Configuring the Hive Storage Plugin

About this task

You can connect Drill to a Hive data source through the hive storage plugin configuration in the Drill Web UI. After configuration, use Drill to query data stored in Hive.

Drill can work with only one version of Hive in a given cluster. To access Hive tables using custom SerDes or InputFormat/OutputFormat, all nodes running Drill must have the SerDes or InputFormat/OutputFormat JAR files in the <drill_installation_directory>/jars/3rdparty location.

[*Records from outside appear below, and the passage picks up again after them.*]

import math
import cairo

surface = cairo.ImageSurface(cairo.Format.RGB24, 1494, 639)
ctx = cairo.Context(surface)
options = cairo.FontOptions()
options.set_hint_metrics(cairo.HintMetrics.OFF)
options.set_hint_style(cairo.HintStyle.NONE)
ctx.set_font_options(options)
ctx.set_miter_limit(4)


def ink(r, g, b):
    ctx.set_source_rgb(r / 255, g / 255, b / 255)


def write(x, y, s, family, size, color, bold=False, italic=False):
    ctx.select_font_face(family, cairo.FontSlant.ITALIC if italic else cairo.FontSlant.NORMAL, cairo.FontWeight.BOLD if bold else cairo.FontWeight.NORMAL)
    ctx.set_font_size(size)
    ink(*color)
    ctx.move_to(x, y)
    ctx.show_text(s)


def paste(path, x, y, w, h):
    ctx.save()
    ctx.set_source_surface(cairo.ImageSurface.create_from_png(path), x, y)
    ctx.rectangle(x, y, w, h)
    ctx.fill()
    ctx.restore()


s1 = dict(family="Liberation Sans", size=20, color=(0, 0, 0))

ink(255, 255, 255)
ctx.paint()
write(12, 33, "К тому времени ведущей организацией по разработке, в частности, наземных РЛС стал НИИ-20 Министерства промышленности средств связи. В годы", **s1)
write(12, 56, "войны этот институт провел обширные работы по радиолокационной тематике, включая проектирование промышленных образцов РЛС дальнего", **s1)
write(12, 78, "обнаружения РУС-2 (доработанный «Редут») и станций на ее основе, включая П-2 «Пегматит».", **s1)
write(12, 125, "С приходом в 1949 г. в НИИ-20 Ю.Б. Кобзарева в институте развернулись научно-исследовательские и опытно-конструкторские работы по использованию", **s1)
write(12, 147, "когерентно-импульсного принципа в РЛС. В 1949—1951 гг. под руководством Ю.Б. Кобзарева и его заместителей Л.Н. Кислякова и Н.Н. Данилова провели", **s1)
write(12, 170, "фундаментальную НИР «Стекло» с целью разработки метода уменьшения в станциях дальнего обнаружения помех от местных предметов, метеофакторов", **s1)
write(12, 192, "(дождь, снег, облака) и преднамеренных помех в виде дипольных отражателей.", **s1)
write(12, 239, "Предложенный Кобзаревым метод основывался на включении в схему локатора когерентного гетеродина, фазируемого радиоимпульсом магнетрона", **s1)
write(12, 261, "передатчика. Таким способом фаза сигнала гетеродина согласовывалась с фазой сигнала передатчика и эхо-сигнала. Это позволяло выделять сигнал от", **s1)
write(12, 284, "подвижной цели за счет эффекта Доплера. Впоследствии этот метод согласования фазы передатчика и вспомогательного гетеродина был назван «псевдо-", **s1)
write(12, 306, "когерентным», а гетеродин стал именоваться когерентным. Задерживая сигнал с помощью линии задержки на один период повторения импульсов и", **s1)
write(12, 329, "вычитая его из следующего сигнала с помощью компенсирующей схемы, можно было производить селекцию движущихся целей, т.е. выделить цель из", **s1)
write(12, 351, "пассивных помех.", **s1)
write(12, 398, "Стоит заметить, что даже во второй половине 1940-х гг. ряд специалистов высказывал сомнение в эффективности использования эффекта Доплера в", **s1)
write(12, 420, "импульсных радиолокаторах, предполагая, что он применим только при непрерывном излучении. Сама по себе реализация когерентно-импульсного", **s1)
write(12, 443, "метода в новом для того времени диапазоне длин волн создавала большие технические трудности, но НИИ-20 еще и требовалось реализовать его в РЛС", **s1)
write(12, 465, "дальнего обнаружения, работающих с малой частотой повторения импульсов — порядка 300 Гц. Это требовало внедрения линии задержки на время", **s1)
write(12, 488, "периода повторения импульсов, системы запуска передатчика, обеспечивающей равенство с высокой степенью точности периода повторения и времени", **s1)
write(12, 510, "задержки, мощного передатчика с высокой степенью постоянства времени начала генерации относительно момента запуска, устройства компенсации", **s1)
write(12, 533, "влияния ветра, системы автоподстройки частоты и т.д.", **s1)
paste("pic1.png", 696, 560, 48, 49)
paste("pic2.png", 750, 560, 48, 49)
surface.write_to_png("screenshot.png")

To query across multiple versions of Hive, install each version of Hive on a separate Drill cluster. You must define separate storage plugins, each corresponding to the specific Hive version of the metastore.
NOTE In EEP 6.0, Drill requires Hive version 2.3.3-mapr or later to successfully query Hive data sources.
NOTE You can update the Hive storage plugin configuration through the configuration script, configure.sh. If the Hive storage plugin is disabled, and the configuration in the Drill Web UI displays “null,” you must rerun configure.sh with the -hiveMetastoreHost argument. See configure.sh for details.

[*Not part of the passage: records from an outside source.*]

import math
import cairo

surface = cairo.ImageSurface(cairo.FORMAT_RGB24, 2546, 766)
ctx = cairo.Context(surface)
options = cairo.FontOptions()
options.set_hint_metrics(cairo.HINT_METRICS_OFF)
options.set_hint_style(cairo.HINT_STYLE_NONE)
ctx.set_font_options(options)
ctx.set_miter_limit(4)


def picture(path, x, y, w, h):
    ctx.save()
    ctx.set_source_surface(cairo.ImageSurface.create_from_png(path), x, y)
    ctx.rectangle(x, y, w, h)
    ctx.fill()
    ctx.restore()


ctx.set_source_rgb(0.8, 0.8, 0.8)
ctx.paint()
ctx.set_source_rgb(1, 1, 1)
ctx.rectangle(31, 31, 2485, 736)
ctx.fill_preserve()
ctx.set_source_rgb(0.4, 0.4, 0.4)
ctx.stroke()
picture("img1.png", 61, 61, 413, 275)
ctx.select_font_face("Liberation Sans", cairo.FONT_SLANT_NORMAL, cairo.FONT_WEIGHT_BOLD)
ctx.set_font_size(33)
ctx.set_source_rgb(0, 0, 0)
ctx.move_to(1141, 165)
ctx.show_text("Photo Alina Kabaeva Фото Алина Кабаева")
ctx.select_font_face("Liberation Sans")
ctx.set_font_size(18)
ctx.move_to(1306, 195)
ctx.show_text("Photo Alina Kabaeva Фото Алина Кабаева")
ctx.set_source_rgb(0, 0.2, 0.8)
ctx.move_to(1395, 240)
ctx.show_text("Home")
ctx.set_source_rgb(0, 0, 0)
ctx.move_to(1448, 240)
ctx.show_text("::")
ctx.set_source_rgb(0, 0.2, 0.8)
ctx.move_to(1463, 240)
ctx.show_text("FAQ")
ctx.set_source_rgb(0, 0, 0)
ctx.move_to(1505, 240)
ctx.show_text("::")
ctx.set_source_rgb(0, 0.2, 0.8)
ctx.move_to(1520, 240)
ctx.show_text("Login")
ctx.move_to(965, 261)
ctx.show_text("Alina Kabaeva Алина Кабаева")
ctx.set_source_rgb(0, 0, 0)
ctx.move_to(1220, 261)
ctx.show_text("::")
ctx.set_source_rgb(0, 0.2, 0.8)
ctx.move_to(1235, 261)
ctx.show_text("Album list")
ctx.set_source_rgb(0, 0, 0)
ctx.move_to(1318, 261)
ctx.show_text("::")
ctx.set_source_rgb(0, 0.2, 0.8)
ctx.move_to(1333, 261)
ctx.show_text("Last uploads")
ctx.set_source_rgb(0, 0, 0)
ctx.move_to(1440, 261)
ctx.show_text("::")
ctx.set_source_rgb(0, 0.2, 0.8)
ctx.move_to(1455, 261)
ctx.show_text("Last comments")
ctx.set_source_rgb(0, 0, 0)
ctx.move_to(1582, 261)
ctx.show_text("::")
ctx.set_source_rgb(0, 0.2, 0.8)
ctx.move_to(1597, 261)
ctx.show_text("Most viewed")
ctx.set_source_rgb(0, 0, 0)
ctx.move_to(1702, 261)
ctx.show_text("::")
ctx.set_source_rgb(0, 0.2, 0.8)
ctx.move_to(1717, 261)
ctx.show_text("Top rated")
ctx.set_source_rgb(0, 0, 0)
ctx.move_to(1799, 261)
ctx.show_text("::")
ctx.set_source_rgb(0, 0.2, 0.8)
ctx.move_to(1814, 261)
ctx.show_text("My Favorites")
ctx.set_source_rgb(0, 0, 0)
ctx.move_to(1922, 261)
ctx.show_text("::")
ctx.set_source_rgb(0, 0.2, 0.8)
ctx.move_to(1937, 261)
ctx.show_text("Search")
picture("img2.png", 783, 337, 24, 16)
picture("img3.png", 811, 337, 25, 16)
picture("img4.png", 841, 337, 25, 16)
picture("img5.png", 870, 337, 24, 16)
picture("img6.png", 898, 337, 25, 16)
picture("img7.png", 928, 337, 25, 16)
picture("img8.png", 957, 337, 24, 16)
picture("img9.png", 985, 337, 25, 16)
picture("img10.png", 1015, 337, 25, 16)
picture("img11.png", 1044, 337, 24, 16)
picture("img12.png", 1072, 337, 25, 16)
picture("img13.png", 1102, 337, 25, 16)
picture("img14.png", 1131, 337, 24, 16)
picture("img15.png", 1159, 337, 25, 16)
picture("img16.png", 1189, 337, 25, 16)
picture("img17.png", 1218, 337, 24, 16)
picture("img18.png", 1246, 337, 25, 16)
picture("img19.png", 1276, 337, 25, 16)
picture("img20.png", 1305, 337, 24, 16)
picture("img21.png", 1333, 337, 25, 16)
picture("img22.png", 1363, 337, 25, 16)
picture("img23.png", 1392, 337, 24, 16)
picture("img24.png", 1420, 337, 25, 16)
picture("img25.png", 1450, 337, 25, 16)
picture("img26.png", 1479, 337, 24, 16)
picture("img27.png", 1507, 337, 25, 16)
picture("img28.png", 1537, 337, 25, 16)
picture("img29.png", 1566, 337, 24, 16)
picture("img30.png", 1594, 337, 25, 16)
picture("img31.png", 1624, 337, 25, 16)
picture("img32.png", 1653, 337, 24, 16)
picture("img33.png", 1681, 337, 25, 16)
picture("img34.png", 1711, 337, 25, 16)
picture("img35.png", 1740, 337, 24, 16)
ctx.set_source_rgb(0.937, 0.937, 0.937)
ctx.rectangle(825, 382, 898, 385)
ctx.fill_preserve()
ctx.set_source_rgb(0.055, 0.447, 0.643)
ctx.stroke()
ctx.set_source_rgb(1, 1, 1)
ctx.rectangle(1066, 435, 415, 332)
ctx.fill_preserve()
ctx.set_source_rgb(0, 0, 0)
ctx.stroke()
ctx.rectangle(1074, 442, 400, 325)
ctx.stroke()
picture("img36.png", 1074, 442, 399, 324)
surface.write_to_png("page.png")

Configuring a Hive Remote Metastore

A remote Hive metastore configuration runs as a separate service outside of Hive. The metastore service communicates with the Hive database over JDBC. Point Drill to the Hive metastore service address, and provide the connection parameters in the Hive storage plugin configuration to configure a connection to Drill. The Hive storage plugin (located on the Storage tab in the Drill Web UI) has the following default configuration if you install Drill:
{
 "type": "hive",
 "enabled": true,
 "configProps": {
  "hive.metastore.uris": "", 
  "javax.jdo.option.ConnectionURL": "jdbc:derby:;databaseName=../sample-data/drill_hive_db;create=true", 
  "hive.metastore.warehouse.dir": "/tmp/drill_hive_wh", 
  "fs.default.name": "file:///", 
  "hive.metastore.sasl.enabled": "false", 
  "datanucleus.schema.autoCreateAll": "true" 
 }
}

Complete the following steps to modify the default Hive storage plugin configuration for your MapR File System environment:

Procedure

  1. Verify that Hive is running.
  2. Issue the following command to start the Hive metastore service on the system specified in the hive.metastore.uris: hive --service metastore
  3. Start the Drill Web UI.
  4. Select the Storage tab. If Web UI security is enabled, you must have administrator privileges to perform this step.
  5. In the list of disabled storage plugins in the Drill Web UI, click Update next to Hive.
  6. Update the following Hive storage plugin parameters to match the system environment:
    • "hive.metstore.uris"
    • "jdbc:<database>://<host:port>/<metastore database>"
    • Change the default location of files to suit your environment. For example, change "fs.default.name": "file:///" to the MapR File System location: maprfs:///
    • To run Drill and Hive in a secure MapR cluster, change the "hive.metastore.sasl.enabled" parameter to "true".
    • Change the "datanucleus.schema.autoCreateAll" property setting for your system environment. After it is enabled, "datanucleus.schema.autoCreateAll" initializes the Hive metastore schema.
      • In a production environment, remove the "datanucleus.schema.autoCreateAll" property from the Hive storage plugin configuration; the property is not required because the preferred schema information is already created for the Hive metastore service.
      • In a test environment with an embedded Hive metastore, you can disable (set to false) this property after the first query on the Hive data source that you submit from Drill. Alternatively, use the Hive schema tool to initialize or upgrade the Hive metastore schema. Using the Hive schema tool is recommended for queries on transactional tables. Run the schematool command as an initialization step:
        /opt/mapr/hive/hive-<version>/bin/schematool -dbType <databaseType> -initSchema
  7. Click Enable in the Web UI to enable the Hive storage plugin configuration.